The documents, discovered by the Daily Telegraph, have been translated and though most of the haul were of no interest beyond the day-to-day workings of the office of Al-Qa'ida in the Maghreb (AQIM): one key document records a surprisingly bureaucratic gathering of the thirty-third meeting of AQIM's leadership. The acknowledged leader of AQIM, referred to here as 'The Prince' is Abu Musab Abdul Wadoud, a 42 year old Algerian who has revitalised AQIM in the wake of the chaos caused by the Libyan crisis in 2011. In this meeting Wadoud made it clear that while praising Ahmed Jebri of Ansar Dine for its successes in northern Mali, it was nevertheless the intention of AQIM to take control of anything Ansar Dine achieved in Mali.

Usurping Existing Movements

If these documents are genuine, they cast an important light on the latest manifestation of the Al-Qa'ida threat. The meeting to which they refer took place on 16 March - in the middle of the Tuareg rebellion in Northern Mali last year. Al Qa'ida leaders are congratulating Ansar Dine on their guerrilla tactics.  Less than a week after this meeting President Touré was deposed by the Malian army for his ineffectual handling of the crisis. The Tuareg guerrillas and the jihadist Ansar Dine continued to fight together capturing the northern territories and declared independence for a new state of Azawad in April. But Ansar Dine, apparently under instruction, continued to fight to hijack the victory from the Tuareg, which they successfully did in mid-July when they controlled all the cities of northern Mali. 

It was a classic, disciplined hijack of a political movement that harks back to the Al-Qa'ida that Osama bin Laden had created.

From South Asia to the Sahel - A New Zone of Instability

The international terrorist threat has migrated from south Asia and into Yemen, Somalia, northern Nigeria and now across the Sahel. It is one of the unintended consequences of the Libyan crisis of 2011 that Mali has been destabilised by the Tuareg tribesmen who straddle the highland border areas.  What has been happening in Nigeria, Mali, Libya and Algeria has created a new zone of instability in the Sahel region running from West Africa to the shores of the Mediterranean. 

A newly invigorated Al-Qa'ida is trying to exploit this in a strategy that brings it full circle in North Africa. The core of Al-Qa'ida's foundation in the 1990s was based around the close associates of Osama bin Laden, who was a Saudi, and Ayman Al-Zawahiri, an Egyptian. Most of their early supporters were North Africans, Egyptians or Sudanese - very few at that time came from elsewhere.

In the early 1990s when Al-Qa'ida was a shadowy presence, the original jihadist target was Algeria where they fought a vicious civil war with the autocratic military regime who had overturned an Islamist election victory in 1991. 

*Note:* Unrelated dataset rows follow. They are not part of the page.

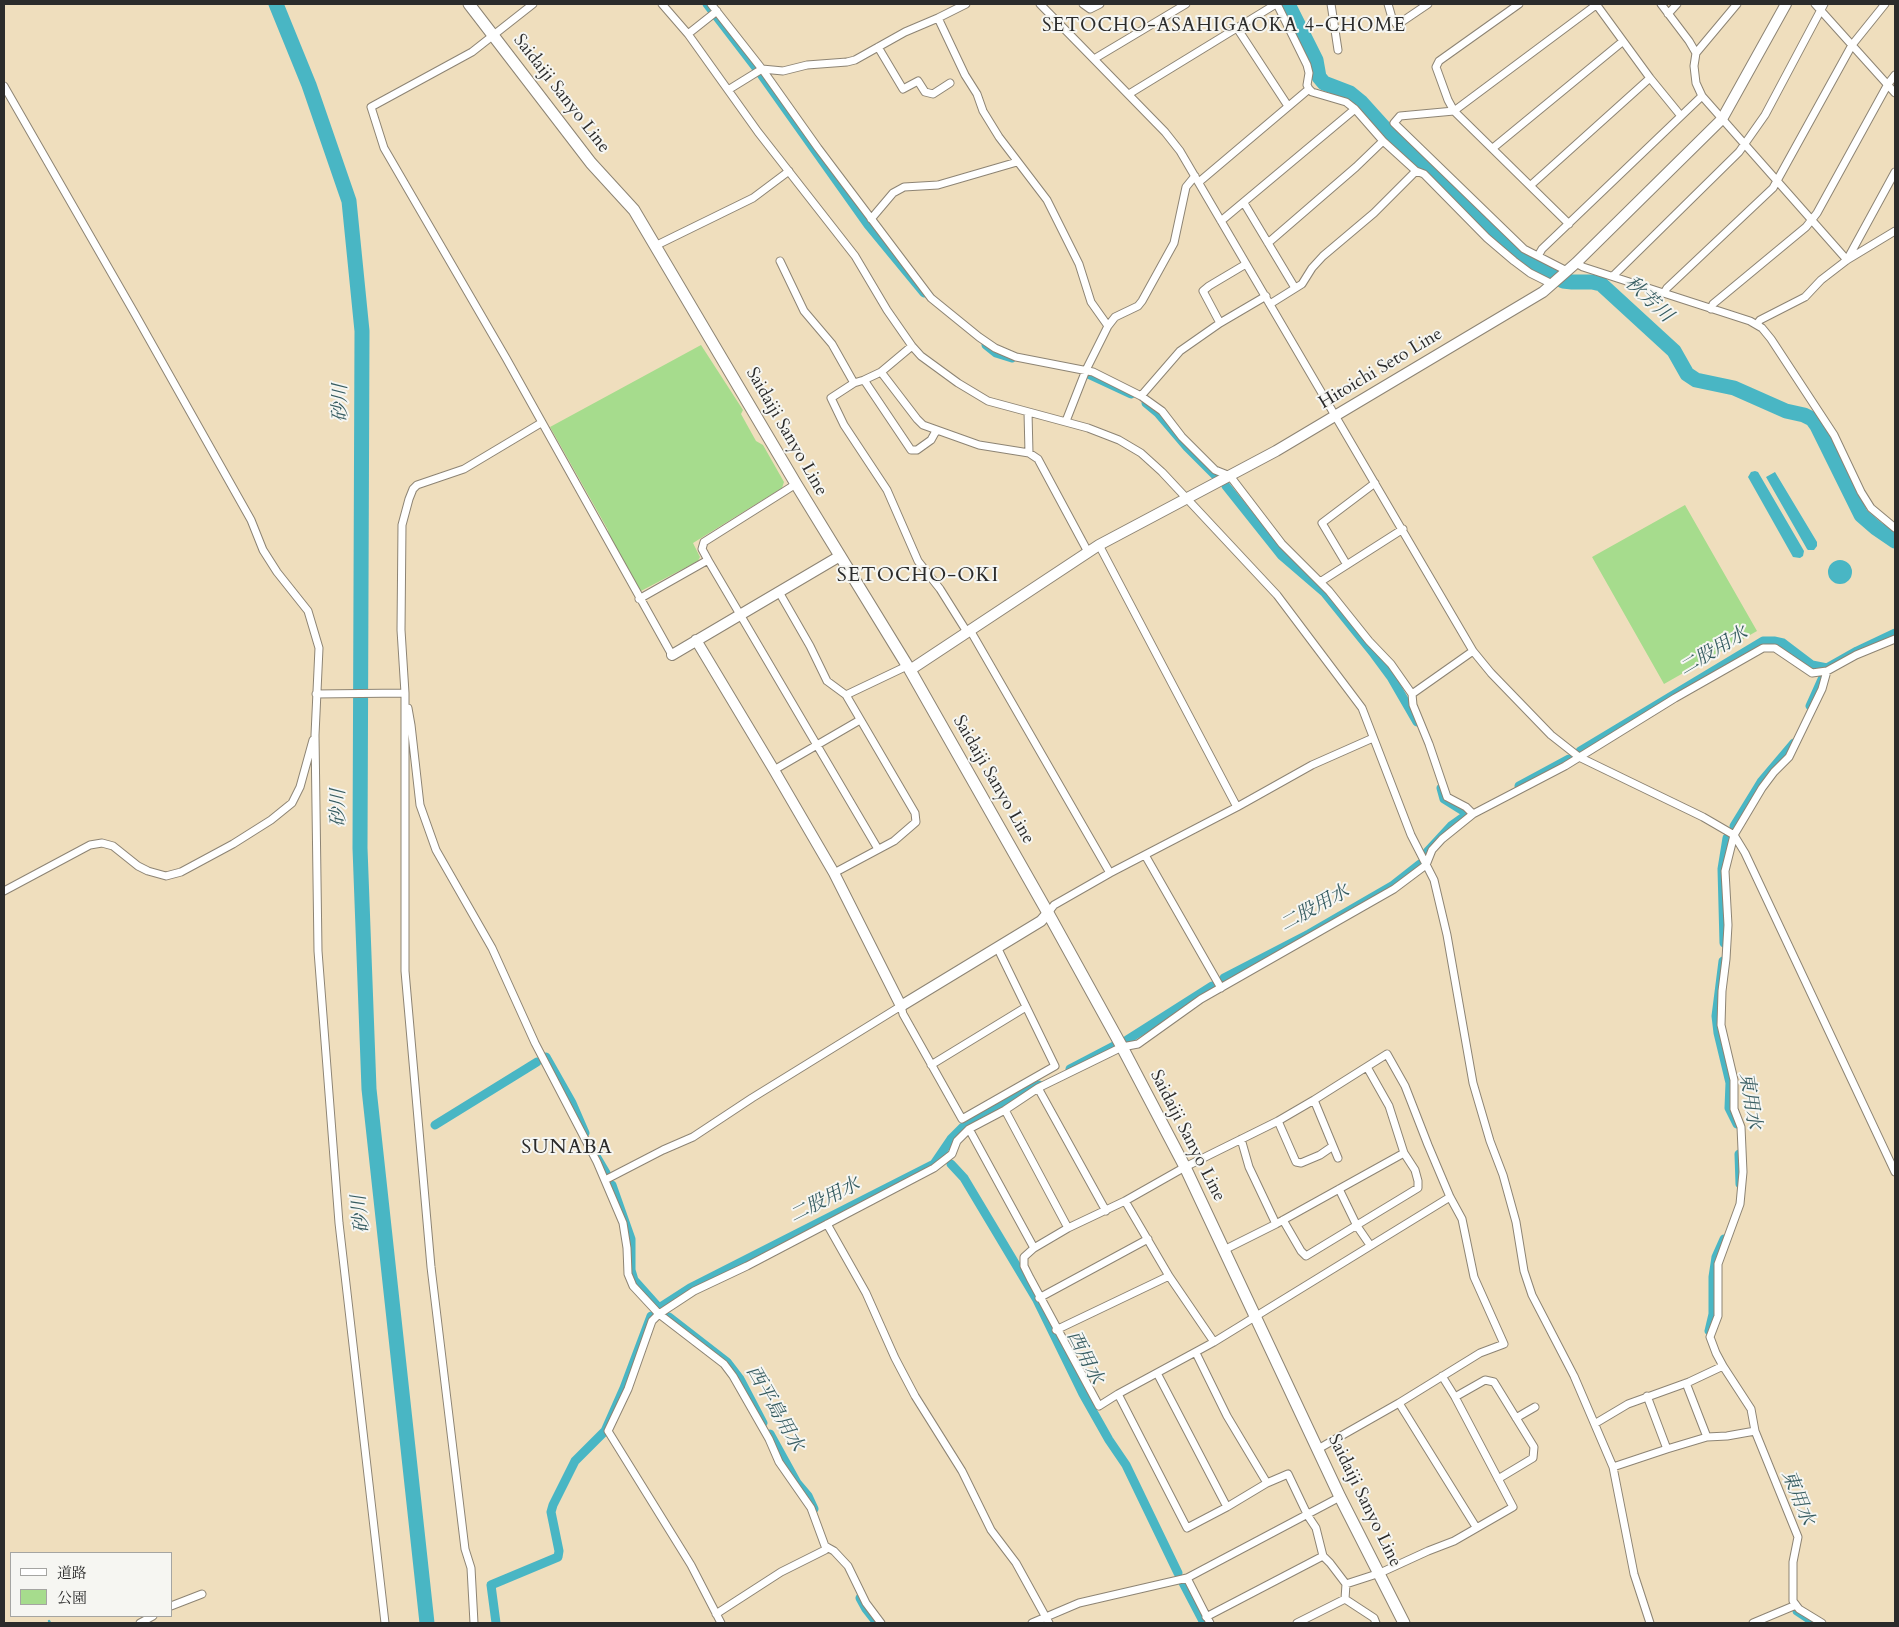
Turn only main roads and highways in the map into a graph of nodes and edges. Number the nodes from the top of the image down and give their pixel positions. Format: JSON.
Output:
{"nodes":[{"id":1,"x":470,"y":4,"type":"edge"},
{"id":2,"x":1786,"y":4,"type":"edge"},
{"id":3,"x":840,"y":556,"type":"junction"},
{"id":4,"x":696,"y":640,"type":"junction"},
{"id":5,"x":672,"y":655,"type":"road end"},
{"id":6,"x":908,"y":668,"type":"junction"},
{"id":7,"x":1048,"y":913,"type":"junction"},
{"id":8,"x":1404,"y":1623,"type":"edge"}],
"edges":[{"from":1,"to":3,"type":"main road","name":"Saidaiji Sanyo Line"},
{"from":2,"to":6,"type":"main road","name":"Hitoichi Seto Line"},
{"from":3,"to":4,"type":"main road"},
{"from":3,"to":6,"type":"main road","name":"Saidaiji Sanyo Line"},
{"from":4,"to":5,"type":"main road"},
{"from":4,"to":7,"type":"main road"},
{"from":6,"to":7,"type":"main road","name":"Saidaiji Sanyo Line"},
{"from":7,"to":8,"type":"main road","name":"Saidaiji Sanyo Line"}]}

Those early ambitions of Al-Qa'ida fighters all lay in North Africa, Sudan or Egypt and it was a second-best option for them to accept the hospitality of the Taliban government in Afghanistan when they were thrown out of Sudan, to have to run their campaign from South Asia. They were the 'Afghan Arabs' who were tolerated but never accepted by their Pashtun and Asian allies.

They effectively hijacked the Afghan government in 2001. Indeed there is convincing evidence that Mullah Omar, the Taliban leader, was set to have bin Laden assassinated to reverse this process, but then had no choice but to defend him after the 9/11 atrocity.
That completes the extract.